American opposition to alternative business structures (ABSs) is about protecting lawyers, not clients, Professor Richard Susskind has suggested.

And he predicted that within a decade or so, “most advanced jurisdictions, and many emerging jurisdictions as well, will have liberalised in the manner of England. And even if this does not come about, liberalisation in some countries will give rise to liberation in most others”.

Opposition to non-traditional practice is strong among some US lawyers, with the American Bar Association (ABA) last year ditching plans [2] to explore non-lawyer ownership. Further, online legal services providers face court action from local bar associations over the unauthorised practice of law, and last year senior US general counsel argued [3] that any form of non-lawyer ownership of law firms is bad for clients.

Writing for the ABA’s Law Practice magazine, Professor Susskind said: “I want to challenge whether this is about protecting clients or protecting lawyers. I distinguish between professions that behave as jealous guards and those that act like benevolent custodians.

“From this side of the Atlantic, I fear that many professional legal bodies and some lawyers in the U.S. are veering worryingly toward the first category. We should survive as lawyers because we have the knowledge and experience to bring value in legal affairs that others cannot, and not because we regulate so that competitors are not allowed in the arena.”

He urged US lawyers to recognise that not all the changes in the market in England and Wales have resulted directly from the Legal Services Act, “but this legislation – and here is the central point rather than the particulars of each initiative – is giving rise to a remarkable, entrepreneurial and exciting spirit…

“Crucially, even where there is not liberalization, we are witnessing what I regard as a liberation from the limitations of narrow thinking about the way in which legal services can and should be delivered.

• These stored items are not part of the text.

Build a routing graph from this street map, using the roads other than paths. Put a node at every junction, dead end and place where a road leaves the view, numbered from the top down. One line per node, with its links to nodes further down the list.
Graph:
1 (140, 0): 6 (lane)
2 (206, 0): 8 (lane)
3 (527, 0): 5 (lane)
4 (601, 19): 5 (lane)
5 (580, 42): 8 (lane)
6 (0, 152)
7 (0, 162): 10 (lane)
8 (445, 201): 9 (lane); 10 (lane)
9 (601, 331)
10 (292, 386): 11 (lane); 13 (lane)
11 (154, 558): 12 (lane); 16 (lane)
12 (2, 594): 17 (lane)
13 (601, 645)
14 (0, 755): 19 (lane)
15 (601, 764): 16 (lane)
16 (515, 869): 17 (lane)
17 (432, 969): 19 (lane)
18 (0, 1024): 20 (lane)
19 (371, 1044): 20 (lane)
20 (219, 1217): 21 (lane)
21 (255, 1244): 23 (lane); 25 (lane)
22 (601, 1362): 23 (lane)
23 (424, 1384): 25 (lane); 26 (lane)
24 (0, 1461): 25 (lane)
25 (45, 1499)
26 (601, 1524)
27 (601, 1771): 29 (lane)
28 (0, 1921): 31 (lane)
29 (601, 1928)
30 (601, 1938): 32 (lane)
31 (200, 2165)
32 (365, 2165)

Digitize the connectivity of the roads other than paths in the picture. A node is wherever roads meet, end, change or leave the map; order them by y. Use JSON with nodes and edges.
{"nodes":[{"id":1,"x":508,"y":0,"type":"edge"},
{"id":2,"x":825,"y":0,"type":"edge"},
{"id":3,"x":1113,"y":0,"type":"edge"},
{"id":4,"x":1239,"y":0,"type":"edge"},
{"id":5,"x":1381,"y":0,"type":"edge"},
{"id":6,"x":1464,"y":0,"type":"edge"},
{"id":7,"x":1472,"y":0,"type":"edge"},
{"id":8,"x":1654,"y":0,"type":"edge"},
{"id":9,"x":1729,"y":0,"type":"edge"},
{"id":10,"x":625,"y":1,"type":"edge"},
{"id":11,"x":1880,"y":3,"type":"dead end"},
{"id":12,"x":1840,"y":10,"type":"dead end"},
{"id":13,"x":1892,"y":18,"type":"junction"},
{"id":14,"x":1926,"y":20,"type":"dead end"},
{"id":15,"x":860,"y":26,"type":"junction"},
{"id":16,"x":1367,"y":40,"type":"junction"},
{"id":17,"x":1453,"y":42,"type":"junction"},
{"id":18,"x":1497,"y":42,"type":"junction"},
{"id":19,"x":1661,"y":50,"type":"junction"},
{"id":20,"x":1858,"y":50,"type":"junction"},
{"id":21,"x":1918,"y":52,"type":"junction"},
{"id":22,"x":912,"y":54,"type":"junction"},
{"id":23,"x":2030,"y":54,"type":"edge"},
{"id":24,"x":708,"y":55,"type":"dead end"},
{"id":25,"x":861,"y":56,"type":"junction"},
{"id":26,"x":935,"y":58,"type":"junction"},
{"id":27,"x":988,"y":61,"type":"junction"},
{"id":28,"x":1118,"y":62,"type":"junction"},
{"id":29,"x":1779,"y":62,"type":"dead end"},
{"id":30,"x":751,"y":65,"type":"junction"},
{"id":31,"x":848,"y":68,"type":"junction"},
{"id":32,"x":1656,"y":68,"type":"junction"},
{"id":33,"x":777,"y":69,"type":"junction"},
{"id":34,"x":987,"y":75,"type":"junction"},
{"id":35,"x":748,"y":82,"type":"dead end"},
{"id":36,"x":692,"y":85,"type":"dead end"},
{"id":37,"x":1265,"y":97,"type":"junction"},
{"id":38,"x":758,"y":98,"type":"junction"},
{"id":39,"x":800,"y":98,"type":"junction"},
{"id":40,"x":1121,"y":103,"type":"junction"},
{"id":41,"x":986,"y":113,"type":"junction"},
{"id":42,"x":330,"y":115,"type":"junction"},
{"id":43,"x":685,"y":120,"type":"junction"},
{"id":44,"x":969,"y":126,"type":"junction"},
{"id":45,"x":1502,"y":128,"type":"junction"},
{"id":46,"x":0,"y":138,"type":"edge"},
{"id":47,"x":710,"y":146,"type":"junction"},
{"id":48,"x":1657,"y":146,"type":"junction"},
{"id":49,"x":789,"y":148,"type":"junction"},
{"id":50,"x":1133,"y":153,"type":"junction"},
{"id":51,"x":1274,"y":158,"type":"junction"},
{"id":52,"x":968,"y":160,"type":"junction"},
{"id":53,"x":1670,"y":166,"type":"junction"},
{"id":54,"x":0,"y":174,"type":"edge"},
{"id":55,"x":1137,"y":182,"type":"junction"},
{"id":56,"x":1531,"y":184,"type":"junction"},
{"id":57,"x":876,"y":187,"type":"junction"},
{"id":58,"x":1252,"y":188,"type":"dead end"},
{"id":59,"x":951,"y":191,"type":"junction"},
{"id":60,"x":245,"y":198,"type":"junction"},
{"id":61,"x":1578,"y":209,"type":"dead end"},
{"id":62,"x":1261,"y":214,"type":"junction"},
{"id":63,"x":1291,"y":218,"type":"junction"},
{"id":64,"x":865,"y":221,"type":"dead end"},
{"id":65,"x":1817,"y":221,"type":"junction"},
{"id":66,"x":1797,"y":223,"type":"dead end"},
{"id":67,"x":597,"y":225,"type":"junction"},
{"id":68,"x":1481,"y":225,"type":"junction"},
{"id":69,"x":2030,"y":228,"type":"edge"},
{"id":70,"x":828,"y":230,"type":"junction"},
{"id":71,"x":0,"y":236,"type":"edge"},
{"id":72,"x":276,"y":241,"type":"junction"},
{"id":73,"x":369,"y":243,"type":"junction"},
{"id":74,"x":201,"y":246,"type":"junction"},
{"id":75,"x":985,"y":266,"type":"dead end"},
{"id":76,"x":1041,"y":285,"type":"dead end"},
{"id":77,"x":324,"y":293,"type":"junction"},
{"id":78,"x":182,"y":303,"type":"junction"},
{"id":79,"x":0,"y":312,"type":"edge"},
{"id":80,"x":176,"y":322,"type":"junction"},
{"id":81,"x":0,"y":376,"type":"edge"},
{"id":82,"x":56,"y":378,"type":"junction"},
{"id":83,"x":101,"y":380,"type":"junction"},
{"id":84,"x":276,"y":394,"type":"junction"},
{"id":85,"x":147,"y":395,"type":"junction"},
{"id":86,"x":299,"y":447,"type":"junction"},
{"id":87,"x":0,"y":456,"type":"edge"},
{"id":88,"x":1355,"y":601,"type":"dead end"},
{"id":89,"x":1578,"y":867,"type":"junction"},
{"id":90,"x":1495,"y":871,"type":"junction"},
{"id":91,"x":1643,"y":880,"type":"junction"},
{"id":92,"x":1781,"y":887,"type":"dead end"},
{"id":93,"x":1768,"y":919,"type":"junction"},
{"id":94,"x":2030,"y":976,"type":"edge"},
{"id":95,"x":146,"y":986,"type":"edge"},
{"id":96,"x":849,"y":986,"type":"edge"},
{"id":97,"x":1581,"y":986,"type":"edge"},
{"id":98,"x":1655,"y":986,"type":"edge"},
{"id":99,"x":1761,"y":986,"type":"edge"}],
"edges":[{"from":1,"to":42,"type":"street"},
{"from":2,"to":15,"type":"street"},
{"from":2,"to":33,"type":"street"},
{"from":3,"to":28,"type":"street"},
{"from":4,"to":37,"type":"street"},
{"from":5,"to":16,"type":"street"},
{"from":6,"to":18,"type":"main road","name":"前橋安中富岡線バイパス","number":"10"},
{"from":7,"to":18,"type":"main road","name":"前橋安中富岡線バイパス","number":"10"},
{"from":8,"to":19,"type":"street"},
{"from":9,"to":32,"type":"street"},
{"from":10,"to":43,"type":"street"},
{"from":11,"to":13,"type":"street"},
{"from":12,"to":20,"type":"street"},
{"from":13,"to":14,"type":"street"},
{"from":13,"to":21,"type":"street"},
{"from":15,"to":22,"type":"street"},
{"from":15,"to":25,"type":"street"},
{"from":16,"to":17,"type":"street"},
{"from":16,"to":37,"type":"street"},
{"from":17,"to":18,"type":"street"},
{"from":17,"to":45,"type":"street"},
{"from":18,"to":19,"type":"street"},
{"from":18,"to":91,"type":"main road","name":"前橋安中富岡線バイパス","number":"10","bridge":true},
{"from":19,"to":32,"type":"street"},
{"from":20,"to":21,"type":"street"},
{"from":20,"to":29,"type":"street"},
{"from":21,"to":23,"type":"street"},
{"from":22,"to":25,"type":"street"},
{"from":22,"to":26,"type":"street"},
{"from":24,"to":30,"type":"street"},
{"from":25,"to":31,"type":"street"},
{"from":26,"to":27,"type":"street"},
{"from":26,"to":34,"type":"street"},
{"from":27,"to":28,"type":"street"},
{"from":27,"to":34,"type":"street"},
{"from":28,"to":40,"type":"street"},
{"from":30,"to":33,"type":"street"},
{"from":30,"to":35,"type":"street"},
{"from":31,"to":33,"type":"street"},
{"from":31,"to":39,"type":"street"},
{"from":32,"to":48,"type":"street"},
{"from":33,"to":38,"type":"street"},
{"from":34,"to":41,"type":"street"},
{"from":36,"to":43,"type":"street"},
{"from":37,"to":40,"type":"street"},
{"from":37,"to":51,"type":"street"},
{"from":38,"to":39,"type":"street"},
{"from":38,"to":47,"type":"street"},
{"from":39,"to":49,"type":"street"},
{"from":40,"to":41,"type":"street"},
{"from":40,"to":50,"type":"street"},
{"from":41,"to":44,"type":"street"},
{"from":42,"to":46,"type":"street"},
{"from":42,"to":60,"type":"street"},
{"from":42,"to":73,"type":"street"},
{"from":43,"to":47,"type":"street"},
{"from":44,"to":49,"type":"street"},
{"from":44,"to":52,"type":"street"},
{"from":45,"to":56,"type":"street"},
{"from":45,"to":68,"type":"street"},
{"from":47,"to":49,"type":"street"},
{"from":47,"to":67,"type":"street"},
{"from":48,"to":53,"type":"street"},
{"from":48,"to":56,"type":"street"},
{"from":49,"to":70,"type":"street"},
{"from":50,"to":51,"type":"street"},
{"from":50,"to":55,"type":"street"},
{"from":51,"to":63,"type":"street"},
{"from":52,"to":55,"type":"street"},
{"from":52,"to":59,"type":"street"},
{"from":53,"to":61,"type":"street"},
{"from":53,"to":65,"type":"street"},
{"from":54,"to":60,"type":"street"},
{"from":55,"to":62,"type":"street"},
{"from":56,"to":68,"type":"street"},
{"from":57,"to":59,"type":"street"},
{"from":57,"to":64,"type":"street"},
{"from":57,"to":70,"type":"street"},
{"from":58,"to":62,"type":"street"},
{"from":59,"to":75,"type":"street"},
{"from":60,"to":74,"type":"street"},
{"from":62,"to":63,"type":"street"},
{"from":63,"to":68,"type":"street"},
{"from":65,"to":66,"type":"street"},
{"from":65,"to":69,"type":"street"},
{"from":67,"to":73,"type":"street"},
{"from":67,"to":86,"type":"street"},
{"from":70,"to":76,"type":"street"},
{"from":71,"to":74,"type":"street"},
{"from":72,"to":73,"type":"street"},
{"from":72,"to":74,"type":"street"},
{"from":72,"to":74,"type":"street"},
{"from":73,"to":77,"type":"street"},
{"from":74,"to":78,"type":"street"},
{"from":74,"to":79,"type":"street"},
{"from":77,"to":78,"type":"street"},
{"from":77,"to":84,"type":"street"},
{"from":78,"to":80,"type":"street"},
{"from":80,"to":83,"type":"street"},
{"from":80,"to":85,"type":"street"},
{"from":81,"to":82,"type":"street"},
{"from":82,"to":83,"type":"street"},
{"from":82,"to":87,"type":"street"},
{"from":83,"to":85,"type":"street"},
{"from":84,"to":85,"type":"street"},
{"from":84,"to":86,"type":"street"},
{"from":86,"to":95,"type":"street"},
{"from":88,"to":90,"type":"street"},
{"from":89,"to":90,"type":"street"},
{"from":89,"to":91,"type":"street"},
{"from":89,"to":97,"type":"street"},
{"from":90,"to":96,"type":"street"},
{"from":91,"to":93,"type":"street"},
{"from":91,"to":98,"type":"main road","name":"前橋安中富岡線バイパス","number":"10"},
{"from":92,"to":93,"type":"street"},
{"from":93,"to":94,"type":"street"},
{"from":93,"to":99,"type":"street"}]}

No one can know where this might lead. But we can be sure that major change is upon us.”

Professor Susskind said that while many US lawyers dismiss liberalisation as the idiosyncrasy of a small number of misguided jurisdictions, “I predict that when liberalisation leads directly to the development of new legal services that more fully meet the growing ‘more for less’ challenge of clients, this will have an international ripple effect.

“I think it inevitable that when general counsel of major global businesses benefit from or even hear about new forms of far less costly service in liberalised regimes, they will surely demand similar service in their own countries. Law firms in traditional markets, such as the US, may find themselves at a competitive disadvantage.”